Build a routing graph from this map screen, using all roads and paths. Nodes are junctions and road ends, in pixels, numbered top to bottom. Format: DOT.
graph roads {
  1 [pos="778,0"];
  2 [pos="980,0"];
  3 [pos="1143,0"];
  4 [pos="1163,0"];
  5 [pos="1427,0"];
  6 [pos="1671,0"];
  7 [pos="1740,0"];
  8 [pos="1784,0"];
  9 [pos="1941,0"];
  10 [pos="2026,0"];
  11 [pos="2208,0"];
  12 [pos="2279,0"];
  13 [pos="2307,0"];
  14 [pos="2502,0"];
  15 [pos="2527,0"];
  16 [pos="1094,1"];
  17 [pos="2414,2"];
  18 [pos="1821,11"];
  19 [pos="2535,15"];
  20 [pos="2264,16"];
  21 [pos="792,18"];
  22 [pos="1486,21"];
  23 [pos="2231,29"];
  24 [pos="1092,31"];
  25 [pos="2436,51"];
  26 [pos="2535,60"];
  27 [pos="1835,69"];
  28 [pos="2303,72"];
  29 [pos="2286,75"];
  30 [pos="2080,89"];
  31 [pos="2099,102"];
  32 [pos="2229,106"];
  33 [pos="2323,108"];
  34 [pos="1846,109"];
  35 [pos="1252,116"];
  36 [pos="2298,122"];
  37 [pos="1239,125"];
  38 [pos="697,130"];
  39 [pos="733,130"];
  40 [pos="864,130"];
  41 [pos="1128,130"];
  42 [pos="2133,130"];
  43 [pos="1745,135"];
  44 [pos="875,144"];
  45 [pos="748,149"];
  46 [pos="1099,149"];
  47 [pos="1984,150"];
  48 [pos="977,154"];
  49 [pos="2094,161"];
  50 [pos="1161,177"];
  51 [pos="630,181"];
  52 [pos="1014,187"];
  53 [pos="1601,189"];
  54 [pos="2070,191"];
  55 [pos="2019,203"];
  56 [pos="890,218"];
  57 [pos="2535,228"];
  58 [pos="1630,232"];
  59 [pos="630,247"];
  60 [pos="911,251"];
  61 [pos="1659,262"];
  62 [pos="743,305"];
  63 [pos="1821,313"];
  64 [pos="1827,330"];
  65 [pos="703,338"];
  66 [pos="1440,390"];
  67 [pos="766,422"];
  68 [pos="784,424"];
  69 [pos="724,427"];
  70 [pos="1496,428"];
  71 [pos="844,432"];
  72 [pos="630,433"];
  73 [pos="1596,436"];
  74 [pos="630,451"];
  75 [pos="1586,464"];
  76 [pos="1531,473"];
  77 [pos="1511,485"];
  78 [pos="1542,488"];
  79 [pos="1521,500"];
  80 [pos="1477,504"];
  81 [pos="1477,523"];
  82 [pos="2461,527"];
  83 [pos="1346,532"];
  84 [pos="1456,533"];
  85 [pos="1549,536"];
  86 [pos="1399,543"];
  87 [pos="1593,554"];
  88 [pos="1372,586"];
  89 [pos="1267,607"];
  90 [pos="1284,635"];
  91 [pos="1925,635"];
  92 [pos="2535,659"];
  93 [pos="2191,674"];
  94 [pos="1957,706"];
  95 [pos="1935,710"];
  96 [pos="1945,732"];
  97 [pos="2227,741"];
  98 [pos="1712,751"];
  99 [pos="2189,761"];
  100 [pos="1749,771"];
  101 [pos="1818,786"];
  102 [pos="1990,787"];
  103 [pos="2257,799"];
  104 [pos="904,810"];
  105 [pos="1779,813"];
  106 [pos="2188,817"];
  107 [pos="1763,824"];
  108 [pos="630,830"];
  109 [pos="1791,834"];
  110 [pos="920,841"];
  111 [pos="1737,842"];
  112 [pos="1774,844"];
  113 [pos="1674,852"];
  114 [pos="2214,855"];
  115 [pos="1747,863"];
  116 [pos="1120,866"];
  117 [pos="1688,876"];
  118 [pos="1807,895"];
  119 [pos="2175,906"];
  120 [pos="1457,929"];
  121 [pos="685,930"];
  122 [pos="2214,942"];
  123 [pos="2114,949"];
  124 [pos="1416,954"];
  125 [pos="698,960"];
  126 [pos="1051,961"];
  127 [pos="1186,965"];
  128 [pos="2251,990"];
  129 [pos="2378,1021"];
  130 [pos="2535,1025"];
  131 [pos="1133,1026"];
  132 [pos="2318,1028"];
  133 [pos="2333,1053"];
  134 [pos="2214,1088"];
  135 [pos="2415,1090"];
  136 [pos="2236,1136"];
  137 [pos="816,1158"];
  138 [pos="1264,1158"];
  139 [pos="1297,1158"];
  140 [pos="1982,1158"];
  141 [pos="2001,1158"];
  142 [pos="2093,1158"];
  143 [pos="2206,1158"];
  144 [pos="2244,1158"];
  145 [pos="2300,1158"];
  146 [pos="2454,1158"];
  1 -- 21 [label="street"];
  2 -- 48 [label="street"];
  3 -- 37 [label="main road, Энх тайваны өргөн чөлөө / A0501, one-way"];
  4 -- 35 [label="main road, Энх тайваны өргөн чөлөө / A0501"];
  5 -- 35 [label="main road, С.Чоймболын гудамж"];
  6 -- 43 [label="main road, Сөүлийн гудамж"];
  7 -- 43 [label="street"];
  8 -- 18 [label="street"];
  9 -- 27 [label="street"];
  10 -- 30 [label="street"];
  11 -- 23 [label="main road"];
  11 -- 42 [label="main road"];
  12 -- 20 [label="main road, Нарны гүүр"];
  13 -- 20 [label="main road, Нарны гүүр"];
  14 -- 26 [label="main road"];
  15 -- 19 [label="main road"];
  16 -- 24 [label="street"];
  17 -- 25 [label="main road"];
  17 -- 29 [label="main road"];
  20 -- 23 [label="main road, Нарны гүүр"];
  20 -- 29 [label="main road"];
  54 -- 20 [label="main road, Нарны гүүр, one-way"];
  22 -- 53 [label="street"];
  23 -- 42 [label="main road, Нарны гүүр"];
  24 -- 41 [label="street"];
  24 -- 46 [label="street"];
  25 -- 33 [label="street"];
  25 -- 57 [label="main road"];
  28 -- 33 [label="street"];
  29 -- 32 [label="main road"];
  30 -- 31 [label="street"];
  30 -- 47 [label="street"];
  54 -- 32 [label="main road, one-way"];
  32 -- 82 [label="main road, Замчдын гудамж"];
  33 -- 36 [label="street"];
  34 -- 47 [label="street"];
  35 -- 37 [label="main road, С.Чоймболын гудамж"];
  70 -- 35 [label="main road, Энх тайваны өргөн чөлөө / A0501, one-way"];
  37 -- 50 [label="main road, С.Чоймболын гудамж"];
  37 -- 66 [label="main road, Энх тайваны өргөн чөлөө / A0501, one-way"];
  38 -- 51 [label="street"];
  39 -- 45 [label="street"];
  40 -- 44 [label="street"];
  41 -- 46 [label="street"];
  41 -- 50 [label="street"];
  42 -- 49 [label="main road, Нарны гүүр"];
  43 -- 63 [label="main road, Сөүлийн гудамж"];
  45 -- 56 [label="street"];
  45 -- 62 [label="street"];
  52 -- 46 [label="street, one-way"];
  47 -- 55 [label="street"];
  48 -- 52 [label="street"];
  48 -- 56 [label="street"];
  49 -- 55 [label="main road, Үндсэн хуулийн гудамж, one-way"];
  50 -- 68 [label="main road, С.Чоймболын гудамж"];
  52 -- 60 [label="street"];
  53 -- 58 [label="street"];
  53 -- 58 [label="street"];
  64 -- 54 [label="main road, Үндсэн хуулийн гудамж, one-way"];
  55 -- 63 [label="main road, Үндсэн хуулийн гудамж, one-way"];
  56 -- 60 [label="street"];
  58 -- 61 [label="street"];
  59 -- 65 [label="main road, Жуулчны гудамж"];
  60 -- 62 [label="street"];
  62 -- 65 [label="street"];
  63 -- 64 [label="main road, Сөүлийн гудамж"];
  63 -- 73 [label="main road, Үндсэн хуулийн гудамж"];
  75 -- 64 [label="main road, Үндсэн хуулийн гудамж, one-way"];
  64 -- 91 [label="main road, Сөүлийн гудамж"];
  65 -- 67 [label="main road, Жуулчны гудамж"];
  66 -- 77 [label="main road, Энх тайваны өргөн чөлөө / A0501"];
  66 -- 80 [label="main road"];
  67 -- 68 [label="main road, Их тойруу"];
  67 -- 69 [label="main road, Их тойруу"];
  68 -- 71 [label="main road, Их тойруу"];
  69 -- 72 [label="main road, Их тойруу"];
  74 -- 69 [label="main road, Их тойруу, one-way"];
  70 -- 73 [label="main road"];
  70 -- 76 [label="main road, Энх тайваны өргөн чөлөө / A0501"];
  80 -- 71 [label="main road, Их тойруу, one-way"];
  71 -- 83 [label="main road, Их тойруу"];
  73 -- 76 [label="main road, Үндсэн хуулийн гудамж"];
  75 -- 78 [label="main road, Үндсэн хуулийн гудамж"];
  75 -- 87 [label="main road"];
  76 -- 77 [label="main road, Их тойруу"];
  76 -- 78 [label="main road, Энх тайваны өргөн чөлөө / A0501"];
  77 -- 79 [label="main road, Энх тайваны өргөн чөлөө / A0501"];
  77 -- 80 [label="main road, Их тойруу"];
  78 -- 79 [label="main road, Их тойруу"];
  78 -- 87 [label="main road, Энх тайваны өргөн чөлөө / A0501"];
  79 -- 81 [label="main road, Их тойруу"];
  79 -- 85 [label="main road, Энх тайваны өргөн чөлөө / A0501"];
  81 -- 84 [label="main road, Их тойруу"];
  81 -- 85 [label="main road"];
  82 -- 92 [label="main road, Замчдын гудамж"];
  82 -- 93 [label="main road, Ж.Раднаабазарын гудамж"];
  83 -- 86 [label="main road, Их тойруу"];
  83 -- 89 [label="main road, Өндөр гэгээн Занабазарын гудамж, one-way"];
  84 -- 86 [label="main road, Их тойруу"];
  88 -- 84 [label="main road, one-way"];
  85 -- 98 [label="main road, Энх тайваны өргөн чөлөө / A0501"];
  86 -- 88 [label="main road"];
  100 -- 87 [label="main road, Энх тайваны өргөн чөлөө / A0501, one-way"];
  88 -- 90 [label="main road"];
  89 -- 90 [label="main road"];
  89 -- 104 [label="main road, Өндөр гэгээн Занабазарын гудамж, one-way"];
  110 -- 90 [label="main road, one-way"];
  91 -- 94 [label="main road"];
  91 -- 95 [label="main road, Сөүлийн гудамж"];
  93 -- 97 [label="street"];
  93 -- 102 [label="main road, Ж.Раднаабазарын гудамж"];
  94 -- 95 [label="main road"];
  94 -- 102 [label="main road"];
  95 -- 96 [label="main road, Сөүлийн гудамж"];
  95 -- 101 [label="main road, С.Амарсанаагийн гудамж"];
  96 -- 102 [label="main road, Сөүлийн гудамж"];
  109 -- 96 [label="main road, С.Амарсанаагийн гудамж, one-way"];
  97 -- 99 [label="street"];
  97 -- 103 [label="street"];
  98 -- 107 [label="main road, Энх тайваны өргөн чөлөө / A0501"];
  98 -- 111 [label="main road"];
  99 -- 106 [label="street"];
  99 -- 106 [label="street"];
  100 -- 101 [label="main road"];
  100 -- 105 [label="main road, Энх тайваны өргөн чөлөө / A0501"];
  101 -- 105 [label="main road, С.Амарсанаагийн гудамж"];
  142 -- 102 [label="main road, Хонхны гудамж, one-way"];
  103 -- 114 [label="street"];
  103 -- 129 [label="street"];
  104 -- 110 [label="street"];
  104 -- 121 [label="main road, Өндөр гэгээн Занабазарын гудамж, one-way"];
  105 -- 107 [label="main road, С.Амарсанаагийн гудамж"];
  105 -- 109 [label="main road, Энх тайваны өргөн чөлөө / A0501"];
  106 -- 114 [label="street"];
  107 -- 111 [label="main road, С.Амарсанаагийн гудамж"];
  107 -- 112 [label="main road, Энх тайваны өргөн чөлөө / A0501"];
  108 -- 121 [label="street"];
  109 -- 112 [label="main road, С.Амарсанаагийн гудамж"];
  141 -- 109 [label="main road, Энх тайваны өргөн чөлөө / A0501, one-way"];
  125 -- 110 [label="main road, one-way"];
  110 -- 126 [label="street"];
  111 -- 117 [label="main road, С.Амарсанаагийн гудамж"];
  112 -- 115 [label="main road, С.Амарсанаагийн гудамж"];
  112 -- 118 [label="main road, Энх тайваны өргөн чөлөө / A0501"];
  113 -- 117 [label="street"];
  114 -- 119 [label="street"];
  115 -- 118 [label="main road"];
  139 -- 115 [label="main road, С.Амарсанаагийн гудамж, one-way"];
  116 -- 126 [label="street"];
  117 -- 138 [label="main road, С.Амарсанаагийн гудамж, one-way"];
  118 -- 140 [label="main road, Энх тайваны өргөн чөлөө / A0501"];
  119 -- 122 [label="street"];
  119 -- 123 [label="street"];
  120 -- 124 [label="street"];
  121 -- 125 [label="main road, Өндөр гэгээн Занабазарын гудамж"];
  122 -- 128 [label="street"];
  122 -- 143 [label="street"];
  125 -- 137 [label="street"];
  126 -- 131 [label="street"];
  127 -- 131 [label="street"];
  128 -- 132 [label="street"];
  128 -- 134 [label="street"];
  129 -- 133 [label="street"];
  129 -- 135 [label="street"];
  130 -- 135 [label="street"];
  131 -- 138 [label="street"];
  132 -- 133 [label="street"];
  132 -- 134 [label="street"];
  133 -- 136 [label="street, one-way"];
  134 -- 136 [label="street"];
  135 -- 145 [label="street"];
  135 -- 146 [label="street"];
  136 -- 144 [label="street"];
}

# # #

| What you need to do |
Working down the entries above, count each line in which "Занабазарын" occurs, and state only the resulting number.

| Solution for this task |
4